Vivre un deuil est toujours une épreuve. Mais lorsqu'on est expatrié, loin de sa famille et des rituels qui accompagnent habituellement la perte, le processus devient plus flou, plus silencieux. Comment traverser l'absence quand tout, autour de soi, continue comme si de rien n'était ? Sophie Gidrol, palliatothérapeute, explore les réalités du deuil à distance et propose des pistes pour mieux vivre cette étape essentielle.

Comprendre le processus du deuil

Le deuil est un processus commun à tous les humains. Chacun de nous perdra un être cher un jour ou l'autre. Vivre l'absence, c'est se confronter à de micro-réalités au fur et à mesure du temps qui passe, c'est permettre à chaque cellule de son corps d'intégrer ce que le cerveau a compris « rationnellement ». Le deuil est une étape de vie qui nous rend vulnérable et nous chamboule intérieurement. Lorsqu'on habite à l'étranger, loin de notre pays et de nos familles, il est plus compliqué de se laisser vivre ce processus qui nous permettra de prendre conscience de la mort d'un proche. Il peut être important de préparer l'éventualité de cette situation en ayant un voyage d'urgence possible, par une cagnotte spéciale ou en le prévoyant dans son package d'expatriation avec l'entreprise. Alors, quand les modalités pratiques sont réglées, comment prendre soin de soi, respecter le temps nécessaire pour réaliser l'absence et ne pas se sentir isolé ?

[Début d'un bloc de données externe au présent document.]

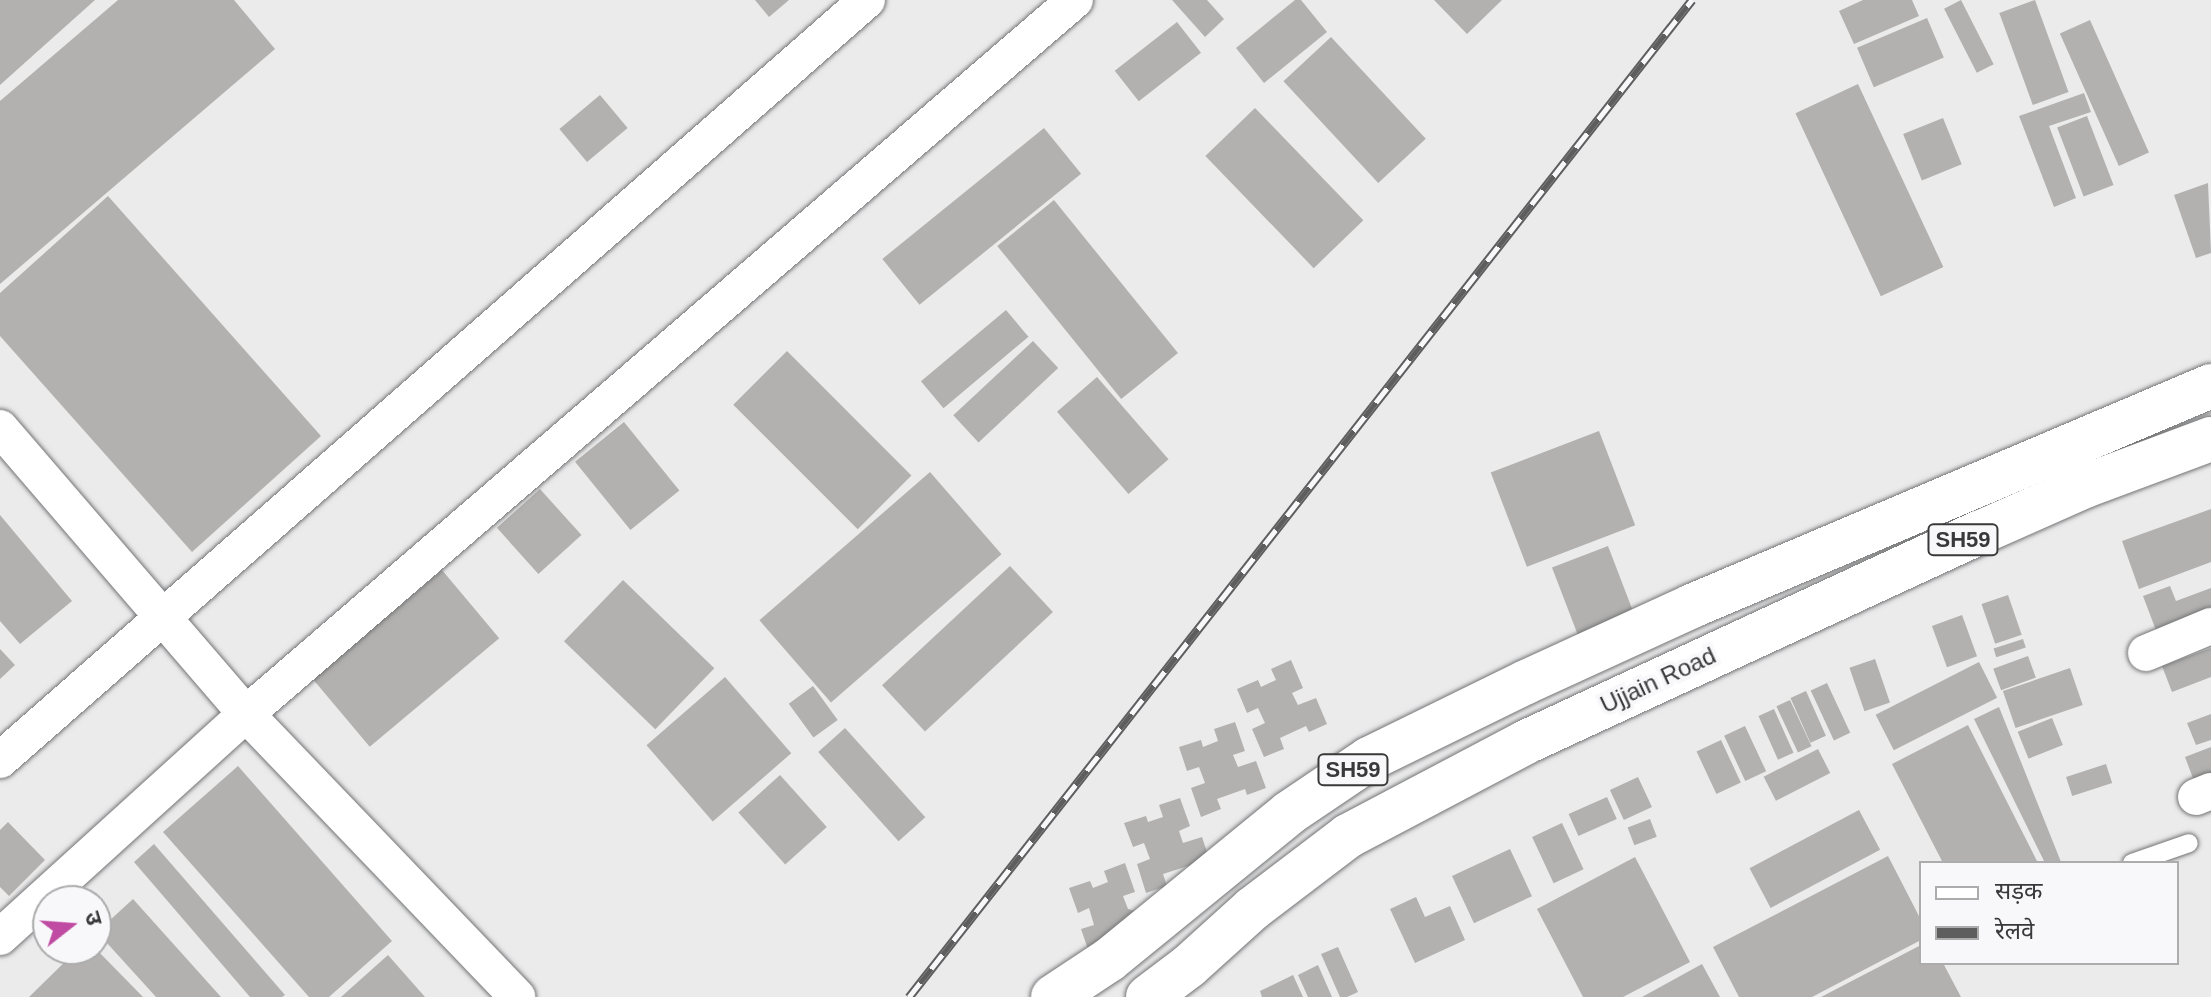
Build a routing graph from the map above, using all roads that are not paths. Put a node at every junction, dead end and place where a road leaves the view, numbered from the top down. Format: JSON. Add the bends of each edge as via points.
{"nodes":[{"id":1,"x":867,"y":0,"type":"edge"},
{"id":2,"x":1075,"y":0,"type":"edge"},
{"id":3,"x":2211,"y":386,"type":"edge"},
{"id":4,"x":0,"y":428,"type":"edge"},
{"id":5,"x":2211,"y":439,"type":"edge"},
{"id":6,"x":162,"y":617,"type":"junction"},
{"id":7,"x":2211,"y":626,"type":"edge"},
{"id":8,"x":2146,"y":653,"type":"dead end"},
{"id":9,"x":246,"y":714,"type":"junction"},
{"id":10,"x":0,"y":760,"type":"edge"},
{"id":11,"x":2189,"y":843,"type":"dead end"},
{"id":12,"x":2138,"y":861,"type":"edge"},
{"id":13,"x":0,"y":937,"type":"edge"},
{"id":14,"x":517,"y":997,"type":"edge"},
{"id":15,"x":1053,"y":997,"type":"edge"},
{"id":16,"x":1148,"y":997,"type":"edge"}],
"edges":[{"from":1,"to":6,"type":"street"},
{"from":2,"to":9,"type":"street"},
{"from":3,"to":15,"type":"main road","number":"SH59","via":[[1692,606],[1369,759],[1289,813],[1109,960]]},
{"from":4,"to":6,"type":"street"},
{"from":5,"to":16,"type":"main road","name":"Ujjain Road","number":"SH59","via":[[2085,486],[1526,742],[1348,836]]},
{"from":6,"to":9,"type":"street"},
{"from":6,"to":10,"type":"street"},
{"from":7,"to":8,"type":"street"},
{"from":9,"to":13,"type":"street"},
{"from":9,"to":14,"type":"street"},
{"from":11,"to":12,"type":"lane"}]}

Donner du sens malgré l'éloignement

Qu'on habite à l'étranger ou à l'autre bout de la France, la distance complexifie le deuil, distance encore augmentée par un éventuel décalage horaire. En effet, pour pouvoir intégrer l'absence d'un être cher, il faut que croire et savoir s'équilibrent. En général, l'endeuillé sait que son proche est mort, mais croire prend du temps : il faut pour cela vivre les rituels familiaux et culturels du deuil ainsi que des choses concrètes qui nous confrontent à l'absence. Ainsi, plus on peut donner des éléments concrets, plus on peut avancer : aller à la mise en bière, constater les changements physiques, la respiration inexistante, le tri des vêtements, les démarches administratives… Tous ces éléments permettent de prendre conscience de la mort. Or, quand on habite loin, on est parfois privé de ces moments-là. Si la mort est soudaine, on revient pour les funérailles et on repart dans sa vie. L'expatriation peut alors devenir une bulle de protection où la vie continue, le travail avance, et est décorrélée de cette réalité qui est ailleurs. « Je me rends compte que maman est décédée seulement le lundi, car son coup de fil hebdomadaire me manque. » Comment limiter cet effet bulle, qui peut générer de l'inquiétude à propos du retour en France pour les vacances, ou créer un effet boomerang ?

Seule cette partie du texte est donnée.